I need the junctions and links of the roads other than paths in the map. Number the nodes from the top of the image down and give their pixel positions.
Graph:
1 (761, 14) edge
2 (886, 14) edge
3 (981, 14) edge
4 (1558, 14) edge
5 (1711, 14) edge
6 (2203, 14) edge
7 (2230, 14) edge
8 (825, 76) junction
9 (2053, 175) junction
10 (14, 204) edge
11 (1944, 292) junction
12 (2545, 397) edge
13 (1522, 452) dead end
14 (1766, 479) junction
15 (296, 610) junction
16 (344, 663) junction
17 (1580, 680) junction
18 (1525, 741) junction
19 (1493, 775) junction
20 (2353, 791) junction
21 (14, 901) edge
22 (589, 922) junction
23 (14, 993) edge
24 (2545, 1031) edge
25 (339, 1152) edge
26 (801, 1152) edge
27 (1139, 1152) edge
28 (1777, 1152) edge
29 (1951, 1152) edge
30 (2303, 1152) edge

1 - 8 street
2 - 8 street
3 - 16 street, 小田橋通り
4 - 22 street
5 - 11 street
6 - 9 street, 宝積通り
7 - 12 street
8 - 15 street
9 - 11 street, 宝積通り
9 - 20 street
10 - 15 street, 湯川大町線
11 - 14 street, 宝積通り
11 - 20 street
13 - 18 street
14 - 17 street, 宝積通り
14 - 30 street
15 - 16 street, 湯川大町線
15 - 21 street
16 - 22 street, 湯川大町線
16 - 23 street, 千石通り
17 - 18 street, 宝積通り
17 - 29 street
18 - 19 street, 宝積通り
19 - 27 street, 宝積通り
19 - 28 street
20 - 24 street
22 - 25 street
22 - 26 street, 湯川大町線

**Exercise brief**. Transcribe all of the material exactly. Omit nothing.

**Answer box**.
I need the junctions and links of the roads other than paths in the map. Number the nodes from the top of the image down and give their pixel positions.
Graph:
1 (761, 14) edge
2 (886, 14) edge
3 (981, 14) edge
4 (1558, 14) edge
5 (1711, 14) edge
6 (2203, 14) edge
7 (2230, 14) edge
8 (825, 76) junction
9 (2053, 175) junction
10 (14, 204) edge
11 (1944, 292) junction
12 (2545, 397) edge
13 (1522, 452) dead end
14 (1766, 479) junction
15 (296, 610) junction
16 (344, 663) junction
17 (1580, 680) junction
18 (1525, 741) junction
19 (1493, 775) junction
20 (2353, 791) junction
21 (14, 901) edge
22 (589, 922) junction
23 (14, 993) edge
24 (2545, 1031) edge
25 (339, 1152) edge
26 (801, 1152) edge
27 (1139, 1152) edge
28 (1777, 1152) edge
29 (1951, 1152) edge
30 (2303, 1152) edge

1 - 8 street
2 - 8 street
3 - 16 street, 小田橋通り
4 - 22 street
5 - 11 street
6 - 9 street, 宝積通り
7 - 12 street
8 - 15 street
9 - 11 street, 宝積通り
9 - 20 street
10 - 15 street, 湯川大町線
11 - 14 street, 宝積通り
11 - 20 street
13 - 18 street
14 - 17 street, 宝積通り
14 - 30 street
15 - 16 street, 湯川大町線
15 - 21 street
16 - 22 street, 湯川大町線
16 - 23 street, 千石通り
17 - 18 street, 宝積通り
17 - 29 street
18 - 19 street, 宝積通り
19 - 27 street, 宝積通り
19 - 28 street
20 - 24 street
22 - 25 street
22 - 26 street, 湯川大町線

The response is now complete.